Per Hyltoft Petersen,
Department of Clinical Biochemistry,
Odense University Hospital,
DK-5000 Odense C.
Phone: +45 6541 2836
Fax: +45 6541 1911
Please Note: This is a translation and adaptation from a Danish paper in “Klinisk Biokemi i Norden”: “Er GUM skadelig ? - eller blot overflødig” Klinisk Biokemi i Norden 2003; 15(2): 27-31. Published here by special permission.
Here is a discussion of the concept of “uncertainty” and its implementation through the Guide to Uncertainty in Measurements (GUM).
US readers may wonder about the relevance of this topic because GUM is not widely known and applied in North America, however, clinical chemists in Europe have been concerned about its implementation for several years. As ISO standards become more widely used for accreditation of laboratories worldwide, GUM will become more widely used by both laboratories and manufacturers. ISO emphasizes the use of “trueness” and “uncertainty” to describe the quality of measurement processes, instead of our more traditional concepts of total error, accuracy, and precision.
- Trueness is used by ISO to describe the "closeness of agreement between the mean obtained from a large series of results of measurement and a true value." The emphasis on the "mean obtained from a large series of results of measurement" limits this concept to the systematic error or inaccuracy (bias) of a method.
- Uncertainty is used by ISO to describe a "parameter, associated with the result of a measurement that characterizes the dispersion of the values that could reasonably be attributed to the measurand." This term could be quantitatively described by calculating a standard deviation or some multiple (confidence interval).
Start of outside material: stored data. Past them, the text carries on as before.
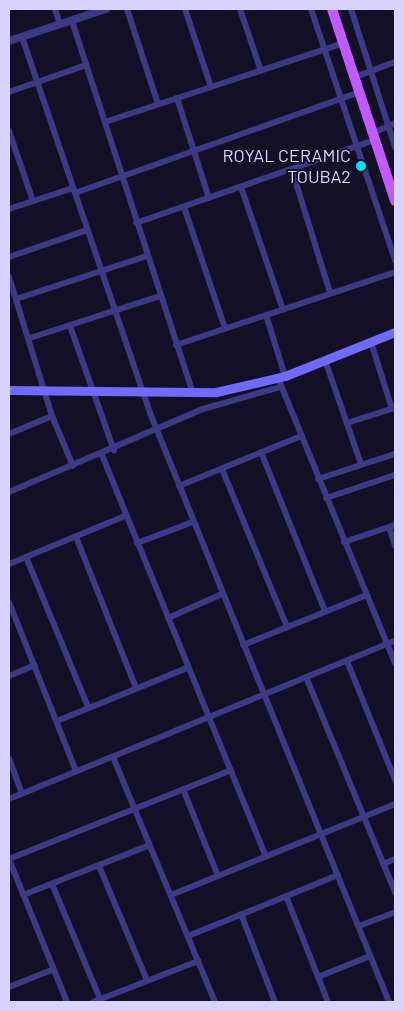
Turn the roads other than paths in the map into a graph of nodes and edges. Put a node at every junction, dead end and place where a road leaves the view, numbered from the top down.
1 (55, 9) edge
2 (103, 9) edge
3 (126, 9) edge
4 (185, 9) edge
5 (240, 9) edge
6 (312, 9) edge
7 (332, 9) edge
8 (351, 9) edge
9 (72, 21) junction
10 (60, 24) junction
11 (22, 37) junction
12 (9, 41) edge
13 (344, 43) junction
14 (324, 49) junction
15 (395, 62) edge
16 (86, 65) junction
17 (260, 71) junction
18 (370, 72) junction
19 (355, 77) junction
20 (38, 81) junction
21 (211, 87) junction
22 (9, 92) edge
23 (360, 92) junction
24 (177, 98) junction
25 (341, 100) junction
26 (158, 104) junction
27 (105, 122) junction
28 (392, 124) edge
29 (9, 131) edge
30 (374, 136) junction
31 (358, 146) junction
32 (395, 147) edge
33 (194, 152) junction
34 (292, 170) junction
35 (122, 177) junction
36 (240, 187) junction
37 (74, 191) junction
38 (209, 198) junction
39 (33, 201) junction
40 (395, 201) edge
41 (184, 207) junction
42 (9, 210) edge
43 (136, 223) junction
44 (87, 230) junction
45 (147, 256) junction
46 (9, 257) edge
47 (395, 260) edge
48 (100, 271) junction
49 (395, 272) edge
50 (9, 277) edge
51 (330, 293) junction
52 (160, 296) junction
53 (16, 299) junction
54 (283, 310) junction
55 (114, 311) junction
56 (266, 316) junction
57 (70, 326) junction
58 (225, 328) junction
59 (395, 332) edge
60 (30, 338) junction
61 (371, 342) junction
62 (176, 345) junction
63 (325, 360) junction
64 (281, 380) junction
65 (9, 390) edge
66 (47, 392) junction
67 (94, 394) junction
68 (193, 394) junction
69 (144, 395) junction
70 (393, 408) edge
71 (52, 416) junction
72 (347, 423) junction
73 (157, 432) junction
74 (9, 434) edge
75 (301, 436) junction
76 (114, 450) junction
77 (262, 452) junction
78 (395, 454) edge
79 (102, 455) junction
80 (361, 464) junction
81 (73, 466) junction
82 (222, 469) junction
83 (395, 475) edge
84 (318, 479) junction
85 (179, 486) junction
86 (9, 492) edge
87 (326, 498) junction
88 (125, 516) junction
89 (193, 522) junction
90 (392, 526) edge
91 (76, 537) junction
92 (344, 542) junction
93 (137, 543) junction
94 (395, 546) edge
95 (26, 557) junction
96 (9, 564) edge
97 (222, 594) junction
98 (367, 595) junction
99 (9, 605) edge
100 (326, 611) junction
101 (168, 618) junction
102 (287, 627) junction
103 (395, 641) edge
104 (388, 644) junction
105 (243, 645) junction
106 (347, 661) junction
107 (395, 663) edge
108 (35, 665) junction
109 (187, 668) junction
110 (9, 676) edge
111 (306, 677) junction
112 (136, 688) junction
113 (263, 695) junction
114 (88, 707) junction
115 (209, 717) junction
116 (57, 720) junction
117 (113, 757) junction
118 (9, 758) edge
119 (231, 770) junction
120 (76, 772) junction
121 (395, 780) edge
122 (183, 789) junction
123 (22, 794) junction
124 (9, 799) edge
125 (395, 804) edge
126 (135, 808) junction
127 (364, 818) junction
128 (322, 835) junction
129 (150, 845) junction
130 (266, 857) junction
131 (395, 859) edge
132 (384, 864) junction
133 (99, 866) junction
134 (338, 875) junction
135 (218, 876) junction
136 (52, 884) junction
137 (395, 892) edge
138 (23, 895) junction
139 (171, 895) junction
140 (286, 896) junction
141 (395, 912) edge
142 (241, 914) junction
143 (358, 926) junction
144 (188, 936) junction
145 (370, 956) junction
146 (198, 961) junction
147 (54, 969) junction
148 (318, 977) junction
149 (147, 980) junction
150 (9, 987) edge
151 (100, 999) junction
152 (66, 1002) edge
153 (92, 1002) edge
154 (215, 1002) edge
155 (275, 1002) edge
156 (328, 1002) edge
157 (389, 1002) edge

1 - 10 street
2 - 9 street
3 - 26 street
4 - 21 street
5 - 17 street
6 - 14 street
7 - 13 main road
8 - 18 street
9 - 10 street
9 - 16 street
10 - 11 street
11 - 12 street
11 - 20 street
13 - 14 street
13 - 19 main road
14 - 17 street
14 - 25 street
15 - 18 street
16 - 20 street
16 - 27 street
17 - 21 street
18 - 19 street
18 - 28 street
19 - 23 main road
20 - 22 street
20 - 37 street
21 - 24 street
23 - 25 street
23 - 30 main road
24 - 26 street
24 - 33 street
25 - 31 street
25 - 33 street
26 - 27 street
27 - 35 street
28 - 30 street
28 - 32 street
29 - 39 street
30 - 31 street
30 - 40 main road
31 - 34 street
31 - 47 street
33 - 35 street
33 - 38 street
34 - 36 street
34 - 51 street
35 - 37 street
35 - 43 street
36 - 38 street
36 - 54 street
37 - 39 street
37 - 44 street
38 - 41 street
39 - 42 street
41 - 43 street
41 - 58 street
43 - 45 street
44 - 46 street
44 - 48 street
45 - 48 street
45 - 52 street
48 - 53 street
48 - 55 street
49 - 51 street
50 - 53 street
51 - 54 street
52 - 55 street
52 - 62 street
53 - 60 street
54 - 56 street
55 - 57 street
55 - 69 street
56 - 58 street
56 - 64 street
57 - 60 street
57 - 67 street
58 - 62 street
59 - 61 main road
60 - 66 street
61 - 63 main road
61 - 70 street
62 - 68 street
63 - 64 main road
63 - 72 street
64 - 68 main road
64 - 73 street
64 - 75 street
65 - 66 main road
66 - 67 main road
66 - 71 street
67 - 69 main road
67 - 76 street
68 - 69 main road
69 - 73 street
70 - 72 street
71 - 74 street
71 - 81 street
72 - 80 street
73 - 76 street
73 - 85 street
75 - 77 street
75 - 84 street
76 - 79 street
77 - 82 street
77 - 100 street
78 - 80 street
79 - 81 street
79 - 88 street
80 - 84 street
81 - 86 street
82 - 85 street
82 - 102 street
83 - 87 street
84 - 87 street
85 - 89 street
87 - 92 street
88 - 91 street
88 - 93 street
89 - 93 street
89 - 97 street
90 - 92 street
90 - 94 street
91 - 95 street
91 - 112 street
92 - 98 street
93 - 101 street
95 - 96 street
95 - 114 street
97 - 101 street
97 - 105 street
98 - 100 street
98 - 104 street
99 - 108 street
100 - 102 street
101 - 109 street
102 - 105 street
103 - 104 street
104 - 106 street
104 - 107 street
105 - 113 street
106 - 111 street
106 - 121 street
108 - 110 street
108 - 116 street
109 - 112 street
109 - 115 street
111 - 113 street
111 - 127 street
112 - 114 street
113 - 115 street
113 - 128 street
114 - 116 street
115 - 117 street
115 - 119 street
116 - 120 street
117 - 120 street
117 - 126 street
118 - 123 street
119 - 122 street
119 - 130 street
120 - 123 street
122 - 126 street
122 - 135 street
123 - 124 street
125 - 127 street
126 - 129 street
126 - 138 street
127 - 128 street
127 - 132 street
128 - 130 street
128 - 134 street
129 - 133 street
129 - 139 street
130 - 135 street
131 - 132 street
132 - 137 street
133 - 136 street
133 - 149 street
134 - 140 street
134 - 143 street
135 - 139 street
136 - 138 street
136 - 151 street
138 - 147 street
139 - 144 street
140 - 142 street
140 - 148 street
141 - 143 street
142 - 144 street
142 - 155 street
143 - 145 street
144 - 146 street
145 - 148 street
145 - 157 street
146 - 149 street
146 - 154 street
147 - 150 street
147 - 152 street
148 - 156 street
149 - 151 street
151 - 153 street

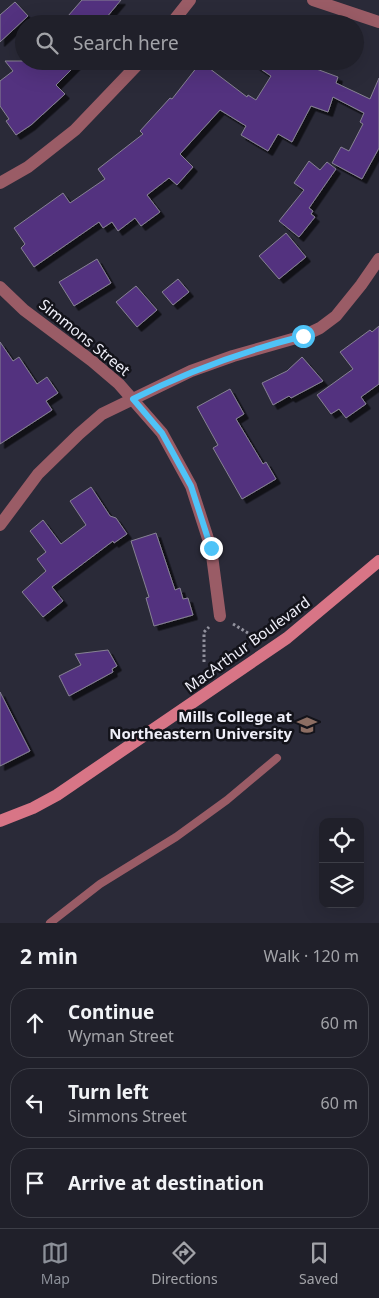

In short, the new ISO terminology recommends trueness instead of accuracy, inaccuracy, or systematic error and uncertainty instead of random error, imprecision, or precision. Total error wouldn't exist! Furthermore, estimates of uncertainty would combine different sources and estimates of both random error and systematic error through propagation of errors calculations. These calculations would require a competent statistician, a clinical chemist with some mathematical or statistical aptitude, or a special computer program that could be used by laboratory analysts. Finally, as we have discussed previously on this website, there is a concern whether these new numbers have any practical usefulness (see To be Uncertain or In Error? That is the question ). That’s why we invited this commentary from a distinguished group of Scandinavian clinical chemists.
- What new information can we get from GUM ?
- What have we lost with GUM ?
- What misunderstandings and problems are introduced?
- Which errors are introduced?
It is our position that the GUM definition of uncertainty, which includes the estimates of bias as well as precision, is not a useful description of the performance of a method. For example, in the case of different lots of reagents or different kits, bias is often unknown (which is different from uncertain) and the unknown bias should be estimated by use of matrix-correct controls with reference method values or patient samples measured by both reference- and field-method. These kinds of biases should not be described by a wider expanded uncertainty, but estimated and compared to analytical quality specifications for acceptable bias.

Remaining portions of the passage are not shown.